In late January and with an eye on HIMSS 2011, Cisco's partner Extension Inc. issued a press release announcing that it had submitted its HealthAlert for Nurses offering to the FDA for clearance. Is said that the FDA could find no communications tool on the market that was "substantially equivalent" to HealthAlert for Nurses.
“This submission for FDA clearance culminates two years of research and tremendous effort designed to differentiate Extension from similar - but certainly not equal products - currently available in the marketplace," Extension CEO Todd Plesko stated in the release. "It also offers comfort to our growing hospital client base seeking to utilize their existing Cisco infrastructure and/or the emergence of smartphones, and serves as future-proofing for our clients and partners in the face of more FDA regulation in the middleware communication space. I think everyone in the industry agrees more FDA regulation in mobile health and communication is on the horizon. We’ve positioned ourselves well ahead of the pack both for Cisco IP-based handsets and smartphones."

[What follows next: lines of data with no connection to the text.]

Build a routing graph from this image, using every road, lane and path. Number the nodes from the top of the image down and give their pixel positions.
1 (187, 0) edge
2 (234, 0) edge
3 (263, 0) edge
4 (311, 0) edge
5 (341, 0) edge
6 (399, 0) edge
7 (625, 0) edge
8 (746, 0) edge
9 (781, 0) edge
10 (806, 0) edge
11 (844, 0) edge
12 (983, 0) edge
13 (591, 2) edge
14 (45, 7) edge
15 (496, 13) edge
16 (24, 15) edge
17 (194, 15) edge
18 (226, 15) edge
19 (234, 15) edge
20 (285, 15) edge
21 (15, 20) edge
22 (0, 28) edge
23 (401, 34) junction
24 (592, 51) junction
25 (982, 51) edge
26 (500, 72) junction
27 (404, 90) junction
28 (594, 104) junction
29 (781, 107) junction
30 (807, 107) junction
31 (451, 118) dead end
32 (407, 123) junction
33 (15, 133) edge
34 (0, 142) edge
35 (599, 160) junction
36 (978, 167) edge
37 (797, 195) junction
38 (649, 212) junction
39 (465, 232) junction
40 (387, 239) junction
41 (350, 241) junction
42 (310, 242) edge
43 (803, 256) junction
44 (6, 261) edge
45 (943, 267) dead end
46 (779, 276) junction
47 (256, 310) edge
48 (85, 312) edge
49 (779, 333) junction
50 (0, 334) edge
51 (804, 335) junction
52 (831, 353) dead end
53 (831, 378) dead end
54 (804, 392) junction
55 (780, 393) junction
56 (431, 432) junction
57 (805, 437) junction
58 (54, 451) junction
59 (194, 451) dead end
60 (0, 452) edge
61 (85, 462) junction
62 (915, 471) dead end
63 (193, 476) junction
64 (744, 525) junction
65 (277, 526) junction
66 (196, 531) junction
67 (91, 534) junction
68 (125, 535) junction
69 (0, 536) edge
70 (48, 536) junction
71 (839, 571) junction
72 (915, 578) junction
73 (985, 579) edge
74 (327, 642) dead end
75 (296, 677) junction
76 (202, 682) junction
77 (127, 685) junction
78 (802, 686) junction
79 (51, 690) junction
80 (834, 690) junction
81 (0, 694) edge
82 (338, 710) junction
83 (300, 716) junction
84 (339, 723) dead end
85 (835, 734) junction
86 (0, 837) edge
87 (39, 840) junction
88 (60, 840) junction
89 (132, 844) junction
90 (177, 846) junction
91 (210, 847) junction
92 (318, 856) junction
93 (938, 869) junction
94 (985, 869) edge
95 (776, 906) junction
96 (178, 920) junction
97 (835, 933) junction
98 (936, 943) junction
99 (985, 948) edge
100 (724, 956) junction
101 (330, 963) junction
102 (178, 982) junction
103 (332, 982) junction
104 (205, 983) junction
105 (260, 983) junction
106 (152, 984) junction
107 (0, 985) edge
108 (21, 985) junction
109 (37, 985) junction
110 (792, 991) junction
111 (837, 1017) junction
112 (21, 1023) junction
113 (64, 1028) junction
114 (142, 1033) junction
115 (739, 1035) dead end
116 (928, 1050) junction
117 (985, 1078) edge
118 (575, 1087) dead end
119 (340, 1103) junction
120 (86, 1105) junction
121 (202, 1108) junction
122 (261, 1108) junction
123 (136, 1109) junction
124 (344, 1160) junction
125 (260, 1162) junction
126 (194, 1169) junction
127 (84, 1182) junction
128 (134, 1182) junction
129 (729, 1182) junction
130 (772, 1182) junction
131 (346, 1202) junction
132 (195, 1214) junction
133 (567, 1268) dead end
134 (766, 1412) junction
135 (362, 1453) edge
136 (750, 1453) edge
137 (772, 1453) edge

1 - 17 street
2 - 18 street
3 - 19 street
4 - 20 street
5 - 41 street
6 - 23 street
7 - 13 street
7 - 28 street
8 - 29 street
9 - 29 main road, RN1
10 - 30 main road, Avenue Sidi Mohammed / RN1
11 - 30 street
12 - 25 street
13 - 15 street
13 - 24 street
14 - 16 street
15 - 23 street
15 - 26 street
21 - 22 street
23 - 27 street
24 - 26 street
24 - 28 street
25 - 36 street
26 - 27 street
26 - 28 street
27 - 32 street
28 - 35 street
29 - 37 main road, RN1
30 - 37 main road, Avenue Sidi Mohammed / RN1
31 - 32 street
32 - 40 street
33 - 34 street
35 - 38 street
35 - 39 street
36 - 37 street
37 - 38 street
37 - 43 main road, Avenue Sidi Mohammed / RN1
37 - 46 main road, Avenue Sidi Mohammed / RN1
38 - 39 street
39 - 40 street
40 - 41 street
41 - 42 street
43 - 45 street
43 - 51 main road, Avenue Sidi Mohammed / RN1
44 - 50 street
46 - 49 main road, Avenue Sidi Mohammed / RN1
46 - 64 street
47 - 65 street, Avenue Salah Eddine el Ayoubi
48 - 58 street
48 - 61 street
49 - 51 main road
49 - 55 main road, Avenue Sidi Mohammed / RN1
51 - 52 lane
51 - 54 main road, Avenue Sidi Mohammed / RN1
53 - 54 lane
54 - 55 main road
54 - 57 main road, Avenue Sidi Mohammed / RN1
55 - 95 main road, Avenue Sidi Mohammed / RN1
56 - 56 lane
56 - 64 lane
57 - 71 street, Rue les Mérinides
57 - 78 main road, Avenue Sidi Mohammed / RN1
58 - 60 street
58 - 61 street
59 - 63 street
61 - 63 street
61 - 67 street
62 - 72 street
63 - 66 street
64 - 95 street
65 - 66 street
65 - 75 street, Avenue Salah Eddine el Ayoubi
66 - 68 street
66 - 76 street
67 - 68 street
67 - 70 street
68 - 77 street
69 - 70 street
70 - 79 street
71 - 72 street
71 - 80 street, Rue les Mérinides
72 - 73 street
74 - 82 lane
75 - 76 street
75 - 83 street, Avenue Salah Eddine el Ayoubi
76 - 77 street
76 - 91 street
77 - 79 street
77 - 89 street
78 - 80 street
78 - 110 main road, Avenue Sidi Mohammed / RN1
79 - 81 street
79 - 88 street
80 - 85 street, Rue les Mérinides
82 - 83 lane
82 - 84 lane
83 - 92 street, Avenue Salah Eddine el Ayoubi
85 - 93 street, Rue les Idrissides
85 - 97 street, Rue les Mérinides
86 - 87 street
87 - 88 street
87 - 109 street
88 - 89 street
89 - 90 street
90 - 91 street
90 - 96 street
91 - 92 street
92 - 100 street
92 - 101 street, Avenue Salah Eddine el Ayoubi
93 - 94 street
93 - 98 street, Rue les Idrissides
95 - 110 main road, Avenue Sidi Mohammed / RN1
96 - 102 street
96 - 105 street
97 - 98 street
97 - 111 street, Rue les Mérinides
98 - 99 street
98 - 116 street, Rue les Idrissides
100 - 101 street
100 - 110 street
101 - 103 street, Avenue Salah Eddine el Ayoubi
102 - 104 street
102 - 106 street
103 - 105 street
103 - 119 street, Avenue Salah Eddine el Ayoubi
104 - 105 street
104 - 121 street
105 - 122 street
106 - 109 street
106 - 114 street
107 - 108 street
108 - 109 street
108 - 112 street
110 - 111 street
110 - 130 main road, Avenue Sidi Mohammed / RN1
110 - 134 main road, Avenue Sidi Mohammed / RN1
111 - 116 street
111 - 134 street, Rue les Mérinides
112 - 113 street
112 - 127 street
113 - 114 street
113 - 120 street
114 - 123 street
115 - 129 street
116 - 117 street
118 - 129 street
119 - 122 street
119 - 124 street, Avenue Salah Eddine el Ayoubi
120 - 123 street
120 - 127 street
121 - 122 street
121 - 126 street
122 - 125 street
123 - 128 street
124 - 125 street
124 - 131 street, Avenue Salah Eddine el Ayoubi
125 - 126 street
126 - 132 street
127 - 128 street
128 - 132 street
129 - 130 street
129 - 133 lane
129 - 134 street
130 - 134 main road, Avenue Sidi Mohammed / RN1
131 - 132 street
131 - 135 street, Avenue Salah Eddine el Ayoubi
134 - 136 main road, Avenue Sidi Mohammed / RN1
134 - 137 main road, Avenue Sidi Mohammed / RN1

This week a different middleware vendor in the clinician communications space announced an actual FDA clearance for its product -- not a submission -- a clearance, which might mean Plesko overstepped in his declaration that Extension was "well ahead of the pack," at least in terms of that specific FDA submission:
Ascom, which supplies mission critical on-site wireless communications, announced this week that ClinicalConneX|Cardiomax has received 510(k) clearance from the FDA's Center for Devices and Radiological Health (CDRH). According to Ascom: "Cardiomax is a component within the ClinicalConneX integration suite and provides an interface to Patient Monitoring Systems that forward alarm information to Ascom handsets or a wide variety of display devices, including pagers, mobile handsets and LED signs."
Last April Ascom hooked a big partner: GE Healthcare. The two announced a deal to integrate GE's patient monitoring platform with Ascom Wireless Solutions’ wireless VoIP phones, pagers and DECT handsets. The companies said the deal will enable hospitals to customize, filter and send secondary alarms to clinicians’ Ascom VOIP phones and other devices.
Ascom took the opportunity in its FDA clearance announcement to explain how it managed to get "ahead of the pack" as Extension's Plesko phrased it and emerge the more visionary:
"Two years ago, we recognized the need to proactively respond to the then proposed FDA MDDS rule. Now that the final MDDS rule has been published and it excludes active patient monitoring, it is clear that we made the proper decision pursuing a predicate product code that specifically addresses integrating with patient monitoring devices," Ascom's CEO and President Chad West stated in the press release. "Ascom offers its own market-leading VoWiFi and IP-DECT wireless handset devices so hospitals can rely on a single supply partner for deploying a complete end-to-end solution. Additionally, we realize that many hospitals have existing wireless platforms so we also offer integration with wireless devices with other suppliers, such as Polycom SpectraLink and Cisco, further demonstrating our device-agnostic approach to mission-critical alarm messaging."
Other vendors that offer mission critical alarm systems will likely follow suit with FDA clearances soon. Philips Emergin, Amcom, Conexall -- who's next?